● **How to complete this task**
All entries are to be reproduced exactly; the pictures are to be omitted.

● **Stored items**
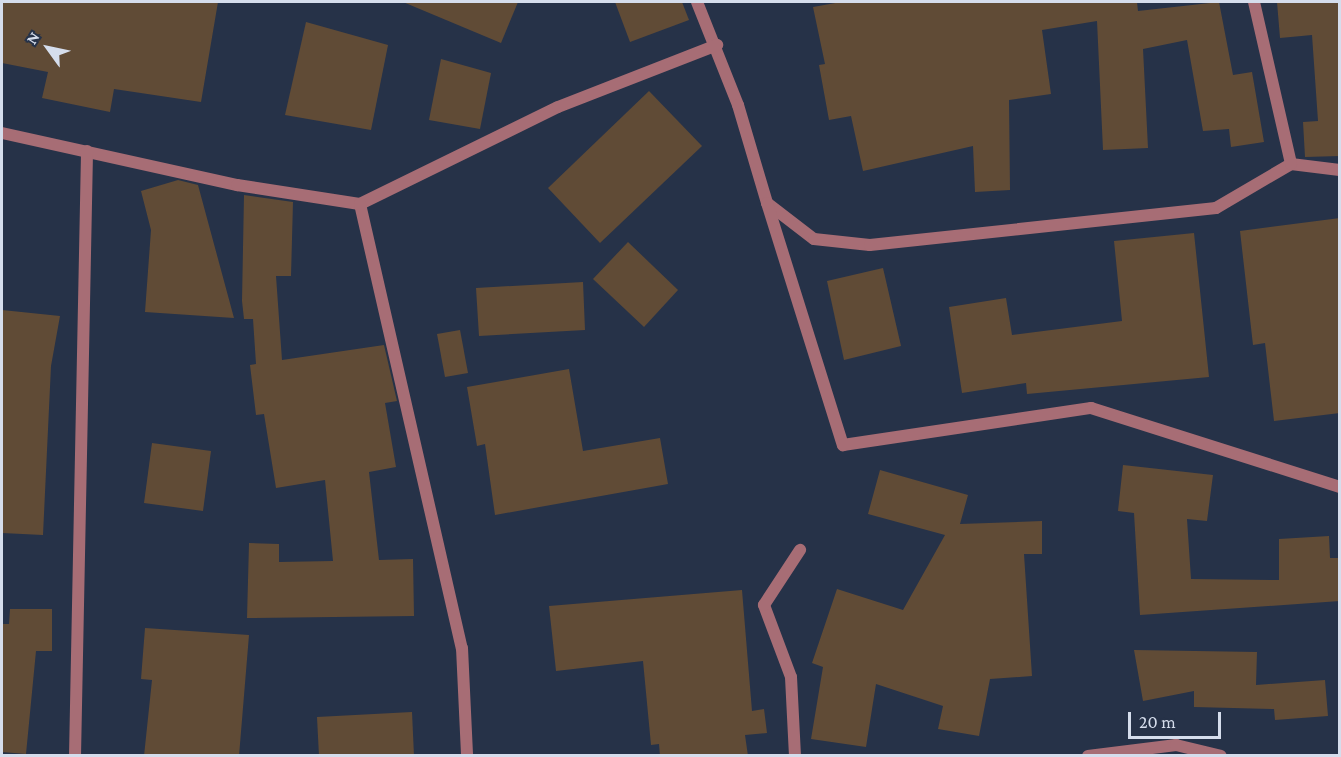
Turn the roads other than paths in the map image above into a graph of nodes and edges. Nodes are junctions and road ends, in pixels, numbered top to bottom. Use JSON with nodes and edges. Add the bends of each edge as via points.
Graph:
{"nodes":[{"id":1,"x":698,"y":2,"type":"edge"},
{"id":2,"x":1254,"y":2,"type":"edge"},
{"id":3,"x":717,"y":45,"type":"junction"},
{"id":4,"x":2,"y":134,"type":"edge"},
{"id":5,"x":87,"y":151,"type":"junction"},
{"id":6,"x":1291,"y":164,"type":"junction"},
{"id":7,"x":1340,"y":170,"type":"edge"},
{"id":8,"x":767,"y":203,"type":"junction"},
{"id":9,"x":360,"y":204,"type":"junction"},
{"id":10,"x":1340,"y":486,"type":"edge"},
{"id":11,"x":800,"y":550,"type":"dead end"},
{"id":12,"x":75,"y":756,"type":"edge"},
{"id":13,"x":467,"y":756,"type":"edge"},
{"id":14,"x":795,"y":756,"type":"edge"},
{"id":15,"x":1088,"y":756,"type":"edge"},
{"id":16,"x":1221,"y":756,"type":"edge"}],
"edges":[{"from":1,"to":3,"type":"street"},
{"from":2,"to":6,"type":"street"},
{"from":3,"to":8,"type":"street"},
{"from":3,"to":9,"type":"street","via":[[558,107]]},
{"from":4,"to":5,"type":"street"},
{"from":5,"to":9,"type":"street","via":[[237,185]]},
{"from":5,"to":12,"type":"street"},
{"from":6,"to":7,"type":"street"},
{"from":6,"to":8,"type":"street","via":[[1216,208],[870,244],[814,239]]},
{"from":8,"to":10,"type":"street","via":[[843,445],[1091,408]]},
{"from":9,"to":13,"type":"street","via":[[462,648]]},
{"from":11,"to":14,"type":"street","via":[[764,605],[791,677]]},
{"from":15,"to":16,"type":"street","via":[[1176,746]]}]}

● **Exercise result**
Turn the roads other than paths in the map image above into a graph of nodes and edges. Nodes are junctions and road ends, in pixels, numbered top to bottom. Use JSON with nodes and edges. Add the bends of each edge as via points.
Graph:
{"nodes":[{"id":1,"x":698,"y":2,"type":"edge"},
{"id":2,"x":1254,"y":2,"type":"edge"},
{"id":3,"x":717,"y":45,"type":"junction"},
{"id":4,"x":2,"y":134,"type":"edge"},
{"id":5,"x":87,"y":151,"type":"junction"},
{"id":6,"x":1291,"y":164,"type":"junction"},
{"id":7,"x":1340,"y":170,"type":"edge"},
{"id":8,"x":767,"y":203,"type":"junction"},
{"id":9,"x":360,"y":204,"type":"junction"},
{"id":10,"x":1340,"y":486,"type":"edge"},
{"id":11,"x":800,"y":550,"type":"dead end"},
{"id":12,"x":75,"y":756,"type":"edge"},
{"id":13,"x":467,"y":756,"type":"edge"},
{"id":14,"x":795,"y":756,"type":"edge"},
{"id":15,"x":1088,"y":756,"type":"edge"},
{"id":16,"x":1221,"y":756,"type":"edge"}],
"edges":[{"from":1,"to":3,"type":"street"},
{"from":2,"to":6,"type":"street"},
{"from":3,"to":8,"type":"street"},
{"from":3,"to":9,"type":"street","via":[[558,107]]},
{"from":4,"to":5,"type":"street"},
{"from":5,"to":9,"type":"street","via":[[237,185]]},
{"from":5,"to":12,"type":"street"},
{"from":6,"to":7,"type":"street"},
{"from":6,"to":8,"type":"street","via":[[1216,208],[870,244],[814,239]]},
{"from":8,"to":10,"type":"street","via":[[843,445],[1091,408]]},
{"from":9,"to":13,"type":"street","via":[[462,648]]},
{"from":11,"to":14,"type":"street","via":[[764,605],[791,677]]},
{"from":15,"to":16,"type":"street","via":[[1176,746]]}]}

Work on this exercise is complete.